[Bug]: Segmentation fault when running inference with oneDNN forced to SSE4.1 (AVX disabled) – possible bug in `jit_uni_reorder.cpp` for SSE4.1 path

### Environment

- OpenVINO version: latest master
- oneDNN version: v3.10.2
- Host OS: Linux (Ubuntu 22.04)
- Target ISA: SSE4.1 only (no AVX, AVX2, AVX512)
- Compiler: GCC 11.4 / 12.x
- Model: YOLOv8 with binary convolution (xnore) layers

### Device used for inference

CPU

### Framework

PyTorch

### Model used

custome yoloV8

### Issue description

I am trying to use OpenVINO with binary neural network layers (xnore) on embedded boards that do not support AVX (no AVX2, AVX512F, BMI2).

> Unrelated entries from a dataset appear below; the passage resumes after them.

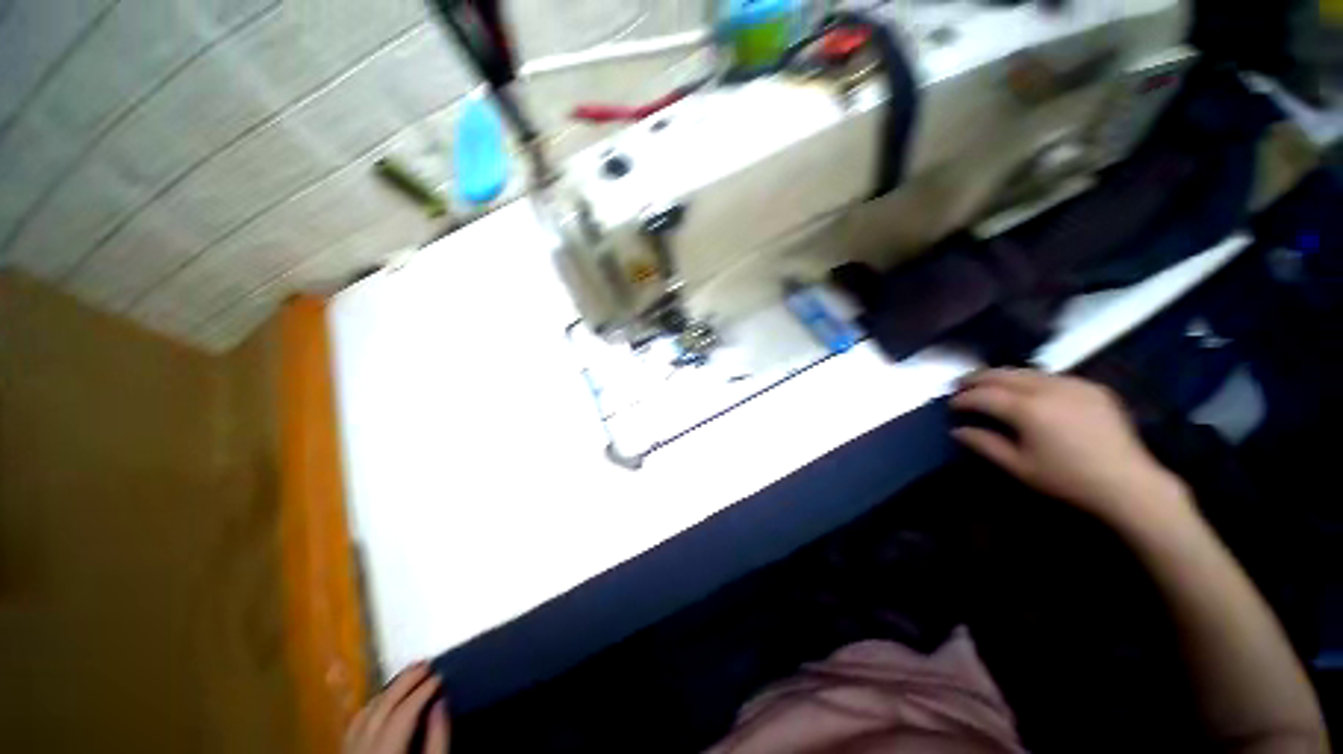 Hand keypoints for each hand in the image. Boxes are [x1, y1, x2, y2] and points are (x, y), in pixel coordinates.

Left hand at [345, 662, 448, 753]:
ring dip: (387, 691)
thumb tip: (441, 701)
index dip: (422, 692)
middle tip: (426, 664)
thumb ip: (437, 741)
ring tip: (409, 674)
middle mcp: (361, 752)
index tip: (441, 675)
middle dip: (404, 683)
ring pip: (364, 714)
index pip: (402, 715)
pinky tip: (383, 698)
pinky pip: (354, 726)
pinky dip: (371, 706)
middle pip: (380, 710)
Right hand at [951, 369, 1189, 525]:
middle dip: (978, 378)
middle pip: (1003, 374)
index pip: (984, 395)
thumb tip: (957, 430)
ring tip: (989, 384)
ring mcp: (1073, 384)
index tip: (950, 404)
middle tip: (961, 385)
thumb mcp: (1019, 466)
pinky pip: (1052, 376)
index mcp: (1028, 409)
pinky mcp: (1092, 387)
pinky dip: (1031, 379)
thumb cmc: (1068, 479)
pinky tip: (1027, 391)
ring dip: (1003, 376)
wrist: (1128, 483)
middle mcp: (1048, 388)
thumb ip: (984, 444)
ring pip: (1027, 371)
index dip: (963, 398) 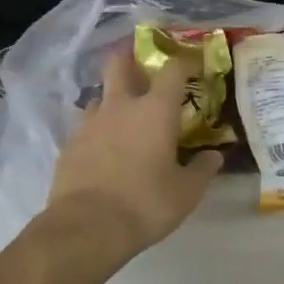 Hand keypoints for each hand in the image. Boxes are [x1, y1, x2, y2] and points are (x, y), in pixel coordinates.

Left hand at [45, 48, 224, 256]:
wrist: (87, 227)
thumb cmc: (145, 204)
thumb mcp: (186, 192)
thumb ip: (203, 170)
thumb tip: (214, 156)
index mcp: (155, 110)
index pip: (172, 70)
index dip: (184, 62)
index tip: (192, 65)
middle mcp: (120, 107)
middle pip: (119, 64)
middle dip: (130, 57)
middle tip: (141, 64)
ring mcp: (90, 123)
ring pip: (101, 95)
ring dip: (113, 99)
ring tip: (125, 117)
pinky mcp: (70, 144)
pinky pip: (87, 126)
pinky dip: (99, 130)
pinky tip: (105, 149)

To test the behaviour, I built OpenVINO from source on my development machine (which does support AVX) with all AVX options disabled via CMake. The build succeeded and a simple C++ inference program worked fine on my machine.

However, when I forced oneDNN to use SSE4.1 only (by setting `ONEDNN_MAX_CPU_ISA=SSE41` and `ONEDNN_VERBOSE=1`), the same program crashes with a segmentation fault during execution. The oneDNN logs show that the ISA is correctly set to SSE4.1 and the crash occurs inside a reorder operation.

I suspect a bug in oneDNN’s SSE4.1 fallback path, likely in `jit_uni_reorder.cpp` or related memory alignment/instruction generation.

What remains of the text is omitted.